Lu Chang menoleh untuk menatapnya: “Sebelumnya, kamu penurut, lembut, berperilaku baik…”


Ming Shu mengerutkan kening, curiga: "Itu tidak benar. Dulu kau bilang aku sedikit menakutkan..." Di tengah kalimatnya, dia menyadari Lu Chang sedang menggodanya dan meninjunya pelan. "Kakak, kau mengolok-olokku lagi."


Lu Chang menyembunyikan senyumnya di balik tinjunya dan melanjutkan, “Selain itu, bisa jadi karena obat-obatan. Banyak zat dalam ilmu pengetahuan yang dapat mengubah kepribadian, seperti datura. Penggunaan jangka panjang dapat menyebabkan efek samping seperti itu.”


"Maksudmu seseorang mungkin meracuninya?" Ming Shu merenung. Perilaku abnormal Yin Shu Jun dimulai dua tahun lalu dan makin memburuk seiring berjalannya waktu, yang sesuai dengan apa yang dikatakan kakaknya tentang penggunaan jangka panjang.


“Namun, meskipun obat-obatan ini dapat menyebabkan perubahan kepribadian, obat-obatan ini sering kali disertai dengan gejala-gejala seperti kebingungan, mania, dan delusi.” Melihat cangkir tehnya kosong, Lu Chang berdiri untuk mengisi ulang tehnya sambil menjawab.
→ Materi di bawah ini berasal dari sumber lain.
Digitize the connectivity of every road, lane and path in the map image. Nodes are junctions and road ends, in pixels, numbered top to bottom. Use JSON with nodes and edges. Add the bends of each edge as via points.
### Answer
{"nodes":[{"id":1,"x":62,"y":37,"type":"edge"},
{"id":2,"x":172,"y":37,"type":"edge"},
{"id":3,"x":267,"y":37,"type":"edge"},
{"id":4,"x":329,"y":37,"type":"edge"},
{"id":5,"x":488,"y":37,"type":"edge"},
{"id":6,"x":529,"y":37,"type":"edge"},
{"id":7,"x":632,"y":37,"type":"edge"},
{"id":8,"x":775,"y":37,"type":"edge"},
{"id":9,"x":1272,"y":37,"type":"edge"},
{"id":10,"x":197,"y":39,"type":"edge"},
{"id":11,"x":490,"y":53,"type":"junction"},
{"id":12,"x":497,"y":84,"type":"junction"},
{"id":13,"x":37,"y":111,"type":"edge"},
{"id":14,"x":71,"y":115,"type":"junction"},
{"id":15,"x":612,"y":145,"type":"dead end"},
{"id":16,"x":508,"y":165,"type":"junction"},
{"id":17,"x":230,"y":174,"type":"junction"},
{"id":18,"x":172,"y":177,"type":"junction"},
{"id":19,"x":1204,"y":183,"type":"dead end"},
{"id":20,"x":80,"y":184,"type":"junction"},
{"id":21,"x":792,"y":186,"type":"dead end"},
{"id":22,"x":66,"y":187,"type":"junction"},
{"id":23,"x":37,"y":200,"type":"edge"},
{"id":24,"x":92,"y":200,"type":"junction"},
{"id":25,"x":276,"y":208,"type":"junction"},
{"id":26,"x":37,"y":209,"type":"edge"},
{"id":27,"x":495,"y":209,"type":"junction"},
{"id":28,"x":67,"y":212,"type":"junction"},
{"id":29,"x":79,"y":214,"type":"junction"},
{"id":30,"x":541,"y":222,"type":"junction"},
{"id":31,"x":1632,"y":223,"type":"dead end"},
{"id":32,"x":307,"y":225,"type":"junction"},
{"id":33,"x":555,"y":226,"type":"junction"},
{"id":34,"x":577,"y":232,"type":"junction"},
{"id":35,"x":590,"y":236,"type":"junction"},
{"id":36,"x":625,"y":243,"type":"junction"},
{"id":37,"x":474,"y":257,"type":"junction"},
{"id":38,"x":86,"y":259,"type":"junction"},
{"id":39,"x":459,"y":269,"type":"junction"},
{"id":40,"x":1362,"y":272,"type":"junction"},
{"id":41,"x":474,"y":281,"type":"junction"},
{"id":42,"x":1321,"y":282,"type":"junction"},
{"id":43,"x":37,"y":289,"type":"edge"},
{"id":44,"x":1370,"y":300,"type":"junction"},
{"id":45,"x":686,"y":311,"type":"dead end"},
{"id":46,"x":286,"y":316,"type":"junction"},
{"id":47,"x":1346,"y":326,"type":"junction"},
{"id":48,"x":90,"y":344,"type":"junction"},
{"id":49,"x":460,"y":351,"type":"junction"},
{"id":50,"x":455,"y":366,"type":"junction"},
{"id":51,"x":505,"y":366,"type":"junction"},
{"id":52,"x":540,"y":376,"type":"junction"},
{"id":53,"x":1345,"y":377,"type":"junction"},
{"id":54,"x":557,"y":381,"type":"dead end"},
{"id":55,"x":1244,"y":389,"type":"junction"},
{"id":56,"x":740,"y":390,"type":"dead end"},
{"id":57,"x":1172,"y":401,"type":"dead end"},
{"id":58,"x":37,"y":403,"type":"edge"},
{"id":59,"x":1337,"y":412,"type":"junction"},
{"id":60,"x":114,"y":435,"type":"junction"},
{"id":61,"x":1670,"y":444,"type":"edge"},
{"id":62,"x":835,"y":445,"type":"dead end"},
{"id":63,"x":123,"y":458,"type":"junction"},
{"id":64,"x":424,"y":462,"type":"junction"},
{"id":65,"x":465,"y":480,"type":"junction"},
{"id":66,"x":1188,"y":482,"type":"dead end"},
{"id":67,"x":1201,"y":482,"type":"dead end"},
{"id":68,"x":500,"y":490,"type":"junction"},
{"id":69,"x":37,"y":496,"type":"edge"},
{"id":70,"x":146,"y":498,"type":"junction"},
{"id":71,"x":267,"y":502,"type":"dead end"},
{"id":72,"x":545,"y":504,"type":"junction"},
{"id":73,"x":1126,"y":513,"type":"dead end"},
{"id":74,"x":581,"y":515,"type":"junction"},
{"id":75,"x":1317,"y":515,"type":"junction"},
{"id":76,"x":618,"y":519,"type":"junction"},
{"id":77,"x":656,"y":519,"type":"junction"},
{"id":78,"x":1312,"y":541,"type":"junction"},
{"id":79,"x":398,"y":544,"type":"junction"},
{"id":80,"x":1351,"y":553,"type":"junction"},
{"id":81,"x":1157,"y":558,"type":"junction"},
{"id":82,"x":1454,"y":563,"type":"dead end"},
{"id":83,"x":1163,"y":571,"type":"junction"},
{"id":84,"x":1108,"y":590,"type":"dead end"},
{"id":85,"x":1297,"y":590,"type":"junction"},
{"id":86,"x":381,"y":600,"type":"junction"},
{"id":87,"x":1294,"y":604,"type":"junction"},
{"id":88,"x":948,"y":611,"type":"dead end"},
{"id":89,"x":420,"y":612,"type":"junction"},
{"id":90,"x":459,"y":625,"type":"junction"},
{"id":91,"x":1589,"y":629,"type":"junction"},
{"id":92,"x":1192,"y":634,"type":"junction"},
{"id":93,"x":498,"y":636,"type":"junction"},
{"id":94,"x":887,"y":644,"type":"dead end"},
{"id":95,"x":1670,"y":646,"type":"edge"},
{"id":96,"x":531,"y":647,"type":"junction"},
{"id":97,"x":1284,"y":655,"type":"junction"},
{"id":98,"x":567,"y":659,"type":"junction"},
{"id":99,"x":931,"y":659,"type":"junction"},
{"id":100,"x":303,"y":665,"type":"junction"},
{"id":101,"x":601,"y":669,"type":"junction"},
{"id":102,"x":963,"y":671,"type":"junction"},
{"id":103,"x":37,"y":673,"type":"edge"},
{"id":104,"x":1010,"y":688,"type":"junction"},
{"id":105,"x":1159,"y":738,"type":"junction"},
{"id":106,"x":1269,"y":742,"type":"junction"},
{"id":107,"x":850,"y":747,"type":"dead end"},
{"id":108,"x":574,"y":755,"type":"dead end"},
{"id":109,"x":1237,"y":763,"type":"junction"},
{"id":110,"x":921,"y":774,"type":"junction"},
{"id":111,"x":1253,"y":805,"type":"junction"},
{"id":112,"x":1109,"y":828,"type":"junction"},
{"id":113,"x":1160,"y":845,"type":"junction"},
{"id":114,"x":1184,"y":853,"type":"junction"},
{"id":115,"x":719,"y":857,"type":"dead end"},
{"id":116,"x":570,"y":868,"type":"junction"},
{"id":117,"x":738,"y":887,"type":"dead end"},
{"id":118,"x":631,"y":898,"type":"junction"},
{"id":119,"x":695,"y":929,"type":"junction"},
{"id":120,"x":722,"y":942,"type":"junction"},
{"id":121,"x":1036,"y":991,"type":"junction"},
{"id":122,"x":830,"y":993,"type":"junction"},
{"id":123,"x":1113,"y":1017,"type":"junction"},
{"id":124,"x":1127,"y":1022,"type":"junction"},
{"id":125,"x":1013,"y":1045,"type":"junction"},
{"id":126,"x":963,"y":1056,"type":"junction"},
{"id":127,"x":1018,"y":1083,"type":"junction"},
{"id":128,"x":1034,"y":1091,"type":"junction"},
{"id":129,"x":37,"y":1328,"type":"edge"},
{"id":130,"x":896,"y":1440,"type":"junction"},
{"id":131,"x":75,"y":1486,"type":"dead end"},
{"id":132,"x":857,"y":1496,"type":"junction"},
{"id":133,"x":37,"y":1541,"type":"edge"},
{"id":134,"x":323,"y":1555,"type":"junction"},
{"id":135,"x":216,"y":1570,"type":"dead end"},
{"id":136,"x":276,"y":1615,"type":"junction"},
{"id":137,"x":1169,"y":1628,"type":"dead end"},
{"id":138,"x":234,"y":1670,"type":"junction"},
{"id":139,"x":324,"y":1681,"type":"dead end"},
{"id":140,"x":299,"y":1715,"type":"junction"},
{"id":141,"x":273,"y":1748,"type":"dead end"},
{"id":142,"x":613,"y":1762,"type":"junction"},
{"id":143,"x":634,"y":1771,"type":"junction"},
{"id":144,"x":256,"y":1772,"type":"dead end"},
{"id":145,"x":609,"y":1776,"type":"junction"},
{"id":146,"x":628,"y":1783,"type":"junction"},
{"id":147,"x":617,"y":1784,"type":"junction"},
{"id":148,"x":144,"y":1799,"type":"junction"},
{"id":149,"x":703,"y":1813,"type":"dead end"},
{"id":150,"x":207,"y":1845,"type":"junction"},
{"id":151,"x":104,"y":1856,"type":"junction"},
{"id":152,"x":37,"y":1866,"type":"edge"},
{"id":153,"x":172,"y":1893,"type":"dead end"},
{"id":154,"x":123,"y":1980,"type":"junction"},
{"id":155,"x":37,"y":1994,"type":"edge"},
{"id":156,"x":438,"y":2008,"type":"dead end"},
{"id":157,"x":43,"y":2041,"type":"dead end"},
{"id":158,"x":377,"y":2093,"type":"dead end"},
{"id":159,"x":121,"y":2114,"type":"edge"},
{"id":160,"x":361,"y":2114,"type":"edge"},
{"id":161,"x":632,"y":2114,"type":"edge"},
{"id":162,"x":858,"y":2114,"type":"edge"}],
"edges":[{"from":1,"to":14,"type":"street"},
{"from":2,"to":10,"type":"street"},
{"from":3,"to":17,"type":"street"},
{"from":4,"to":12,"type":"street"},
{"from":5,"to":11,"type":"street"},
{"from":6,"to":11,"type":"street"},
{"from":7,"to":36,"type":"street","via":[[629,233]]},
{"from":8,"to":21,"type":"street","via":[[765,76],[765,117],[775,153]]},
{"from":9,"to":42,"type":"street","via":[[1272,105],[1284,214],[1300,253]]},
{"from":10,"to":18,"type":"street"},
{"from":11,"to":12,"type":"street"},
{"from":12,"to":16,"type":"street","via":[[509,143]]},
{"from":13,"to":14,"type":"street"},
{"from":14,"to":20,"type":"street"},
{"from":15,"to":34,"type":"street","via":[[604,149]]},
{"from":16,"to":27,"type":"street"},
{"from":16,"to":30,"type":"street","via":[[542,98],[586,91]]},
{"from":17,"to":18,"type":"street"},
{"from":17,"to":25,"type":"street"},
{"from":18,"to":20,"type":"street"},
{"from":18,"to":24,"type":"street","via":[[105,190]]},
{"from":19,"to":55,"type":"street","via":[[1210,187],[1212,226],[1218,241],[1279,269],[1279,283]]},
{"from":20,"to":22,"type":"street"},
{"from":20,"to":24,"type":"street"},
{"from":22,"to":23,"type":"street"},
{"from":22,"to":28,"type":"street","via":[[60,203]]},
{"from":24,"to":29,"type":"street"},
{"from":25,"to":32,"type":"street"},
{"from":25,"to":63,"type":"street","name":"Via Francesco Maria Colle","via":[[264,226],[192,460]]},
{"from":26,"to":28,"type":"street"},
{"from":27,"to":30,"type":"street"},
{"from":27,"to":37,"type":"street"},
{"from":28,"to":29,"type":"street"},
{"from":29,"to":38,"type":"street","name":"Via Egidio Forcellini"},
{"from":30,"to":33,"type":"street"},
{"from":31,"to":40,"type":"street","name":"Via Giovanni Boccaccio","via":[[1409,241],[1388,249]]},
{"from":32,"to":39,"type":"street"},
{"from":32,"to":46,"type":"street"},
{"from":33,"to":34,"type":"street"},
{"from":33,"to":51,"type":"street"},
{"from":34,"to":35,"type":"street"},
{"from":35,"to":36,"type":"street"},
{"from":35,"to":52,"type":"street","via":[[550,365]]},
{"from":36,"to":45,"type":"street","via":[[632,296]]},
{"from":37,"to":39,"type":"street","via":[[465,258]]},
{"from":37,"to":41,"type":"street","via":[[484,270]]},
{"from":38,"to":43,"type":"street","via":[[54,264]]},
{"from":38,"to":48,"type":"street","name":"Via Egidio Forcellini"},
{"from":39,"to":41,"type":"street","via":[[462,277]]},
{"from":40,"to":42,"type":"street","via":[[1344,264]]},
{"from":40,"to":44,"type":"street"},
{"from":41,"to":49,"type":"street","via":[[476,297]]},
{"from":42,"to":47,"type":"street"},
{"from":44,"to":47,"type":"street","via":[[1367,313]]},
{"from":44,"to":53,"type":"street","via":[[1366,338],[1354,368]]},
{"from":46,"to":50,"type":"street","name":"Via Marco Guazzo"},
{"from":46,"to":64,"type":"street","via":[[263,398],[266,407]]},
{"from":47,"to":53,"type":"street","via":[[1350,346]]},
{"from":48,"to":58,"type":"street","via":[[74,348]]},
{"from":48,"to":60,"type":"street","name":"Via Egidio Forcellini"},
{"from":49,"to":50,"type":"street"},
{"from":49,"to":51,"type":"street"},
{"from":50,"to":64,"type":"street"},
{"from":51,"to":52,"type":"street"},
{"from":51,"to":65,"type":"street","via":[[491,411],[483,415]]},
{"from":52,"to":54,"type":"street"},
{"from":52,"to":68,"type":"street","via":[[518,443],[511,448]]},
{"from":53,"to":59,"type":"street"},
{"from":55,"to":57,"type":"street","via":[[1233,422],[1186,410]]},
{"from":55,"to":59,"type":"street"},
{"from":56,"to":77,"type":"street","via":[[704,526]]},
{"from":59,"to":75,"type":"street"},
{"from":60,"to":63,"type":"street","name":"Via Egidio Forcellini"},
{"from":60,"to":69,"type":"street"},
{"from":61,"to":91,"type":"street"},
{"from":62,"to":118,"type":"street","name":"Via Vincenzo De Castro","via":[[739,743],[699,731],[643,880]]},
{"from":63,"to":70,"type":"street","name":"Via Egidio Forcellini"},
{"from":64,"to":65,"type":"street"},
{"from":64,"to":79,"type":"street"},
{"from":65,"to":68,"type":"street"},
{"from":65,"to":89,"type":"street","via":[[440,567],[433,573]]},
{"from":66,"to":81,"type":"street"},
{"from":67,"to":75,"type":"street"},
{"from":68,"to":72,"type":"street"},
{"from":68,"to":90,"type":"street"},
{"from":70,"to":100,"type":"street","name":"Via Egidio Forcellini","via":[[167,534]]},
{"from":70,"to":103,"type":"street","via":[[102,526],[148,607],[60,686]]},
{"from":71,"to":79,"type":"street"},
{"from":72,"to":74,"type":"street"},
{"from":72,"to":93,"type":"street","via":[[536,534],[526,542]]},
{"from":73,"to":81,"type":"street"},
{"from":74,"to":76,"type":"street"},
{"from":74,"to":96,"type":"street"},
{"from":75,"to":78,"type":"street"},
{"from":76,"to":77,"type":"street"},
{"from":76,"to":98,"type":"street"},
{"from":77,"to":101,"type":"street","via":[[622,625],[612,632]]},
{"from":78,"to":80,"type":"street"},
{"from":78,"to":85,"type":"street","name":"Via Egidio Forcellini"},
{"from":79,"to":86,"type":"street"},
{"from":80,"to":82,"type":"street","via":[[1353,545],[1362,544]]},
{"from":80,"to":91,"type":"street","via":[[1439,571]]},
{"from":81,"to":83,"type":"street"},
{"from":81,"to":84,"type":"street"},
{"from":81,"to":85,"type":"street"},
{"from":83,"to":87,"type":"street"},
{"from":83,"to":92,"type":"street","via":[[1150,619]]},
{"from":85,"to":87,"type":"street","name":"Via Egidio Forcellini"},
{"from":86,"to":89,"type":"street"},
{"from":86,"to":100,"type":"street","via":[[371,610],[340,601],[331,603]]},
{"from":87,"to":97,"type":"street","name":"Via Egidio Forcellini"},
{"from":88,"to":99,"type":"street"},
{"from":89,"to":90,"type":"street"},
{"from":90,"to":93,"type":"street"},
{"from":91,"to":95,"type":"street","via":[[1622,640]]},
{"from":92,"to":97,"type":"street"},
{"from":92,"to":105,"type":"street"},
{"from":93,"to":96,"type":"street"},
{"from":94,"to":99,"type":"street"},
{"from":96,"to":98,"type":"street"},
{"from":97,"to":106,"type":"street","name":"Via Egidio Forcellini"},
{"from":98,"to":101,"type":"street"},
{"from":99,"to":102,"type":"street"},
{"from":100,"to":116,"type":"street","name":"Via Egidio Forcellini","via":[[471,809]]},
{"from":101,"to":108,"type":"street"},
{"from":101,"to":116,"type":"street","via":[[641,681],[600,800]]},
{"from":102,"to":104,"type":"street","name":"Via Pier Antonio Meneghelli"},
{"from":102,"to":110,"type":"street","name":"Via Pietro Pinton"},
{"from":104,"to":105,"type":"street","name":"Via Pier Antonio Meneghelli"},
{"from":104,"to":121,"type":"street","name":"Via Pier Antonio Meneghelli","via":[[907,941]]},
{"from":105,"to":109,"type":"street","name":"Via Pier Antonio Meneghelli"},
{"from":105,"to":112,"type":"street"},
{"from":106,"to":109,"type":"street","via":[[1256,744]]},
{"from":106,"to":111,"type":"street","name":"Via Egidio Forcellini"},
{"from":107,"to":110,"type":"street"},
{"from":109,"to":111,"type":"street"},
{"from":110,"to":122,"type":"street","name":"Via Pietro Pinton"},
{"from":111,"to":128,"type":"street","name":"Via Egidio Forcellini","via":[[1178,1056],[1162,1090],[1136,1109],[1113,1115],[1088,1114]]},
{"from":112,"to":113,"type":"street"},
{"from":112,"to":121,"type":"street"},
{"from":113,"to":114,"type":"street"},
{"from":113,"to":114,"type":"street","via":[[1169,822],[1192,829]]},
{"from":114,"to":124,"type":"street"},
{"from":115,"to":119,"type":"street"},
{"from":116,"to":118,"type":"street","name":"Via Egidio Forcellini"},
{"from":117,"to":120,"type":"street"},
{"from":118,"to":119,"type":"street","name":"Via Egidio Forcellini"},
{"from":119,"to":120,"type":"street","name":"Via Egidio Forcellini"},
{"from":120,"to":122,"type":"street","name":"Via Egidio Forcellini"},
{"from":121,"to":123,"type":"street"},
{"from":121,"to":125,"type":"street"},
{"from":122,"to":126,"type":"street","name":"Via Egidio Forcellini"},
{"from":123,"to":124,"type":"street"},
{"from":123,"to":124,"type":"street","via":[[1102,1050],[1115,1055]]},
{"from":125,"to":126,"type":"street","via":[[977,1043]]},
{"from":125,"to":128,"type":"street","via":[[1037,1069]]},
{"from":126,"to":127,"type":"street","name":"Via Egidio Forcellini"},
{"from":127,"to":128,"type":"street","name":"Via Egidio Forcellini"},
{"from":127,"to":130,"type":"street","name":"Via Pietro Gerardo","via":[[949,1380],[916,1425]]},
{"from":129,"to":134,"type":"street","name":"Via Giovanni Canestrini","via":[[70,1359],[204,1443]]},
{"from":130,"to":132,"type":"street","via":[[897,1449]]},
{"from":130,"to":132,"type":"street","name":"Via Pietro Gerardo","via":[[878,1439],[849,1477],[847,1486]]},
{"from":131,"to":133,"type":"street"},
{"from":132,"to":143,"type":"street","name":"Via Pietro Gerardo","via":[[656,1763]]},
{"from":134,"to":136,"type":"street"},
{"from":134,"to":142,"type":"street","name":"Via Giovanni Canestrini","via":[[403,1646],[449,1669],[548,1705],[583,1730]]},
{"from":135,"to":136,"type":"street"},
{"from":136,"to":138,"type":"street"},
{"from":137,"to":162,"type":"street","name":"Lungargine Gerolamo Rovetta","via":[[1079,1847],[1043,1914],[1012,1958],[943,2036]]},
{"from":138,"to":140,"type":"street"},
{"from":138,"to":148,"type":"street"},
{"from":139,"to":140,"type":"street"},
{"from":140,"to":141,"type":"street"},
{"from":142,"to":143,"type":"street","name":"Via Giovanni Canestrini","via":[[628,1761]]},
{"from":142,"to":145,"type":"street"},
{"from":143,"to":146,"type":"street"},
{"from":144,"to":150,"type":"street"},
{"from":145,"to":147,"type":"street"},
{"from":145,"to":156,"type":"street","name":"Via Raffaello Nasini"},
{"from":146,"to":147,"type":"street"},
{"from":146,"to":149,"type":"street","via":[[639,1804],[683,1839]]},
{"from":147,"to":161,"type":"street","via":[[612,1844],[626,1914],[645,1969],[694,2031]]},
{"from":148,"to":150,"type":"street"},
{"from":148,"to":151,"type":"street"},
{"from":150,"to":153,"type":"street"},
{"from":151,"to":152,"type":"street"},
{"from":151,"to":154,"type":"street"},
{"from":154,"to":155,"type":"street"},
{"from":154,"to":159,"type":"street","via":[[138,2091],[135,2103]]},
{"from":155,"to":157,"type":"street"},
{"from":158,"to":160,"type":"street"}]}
Ming Shu berpikir bahwa berdasarkan keterangan dari Nyonya Yin dan Tao Yiqian, Yin Shu Jun tidak tampak bingung. Terlebih lagi, jika dia memiliki gejala mania atau delusi yang begitu jelas, pasti keluarga Yin akan memperhatikan dan mencari pertolongan medis.


“Dia tidak menunjukkan gejala-gejala itu. Jadi sepertinya bukan keracunan. Apa mungkin itu? Kerasukan roh? Pertukaran jiwa?” Dia merenung tanpa sadar, menerima teh yang sudah diisi ulang.


Sebelum dia selesai berbicara, Lu Chang menepuk kepalanya pelan.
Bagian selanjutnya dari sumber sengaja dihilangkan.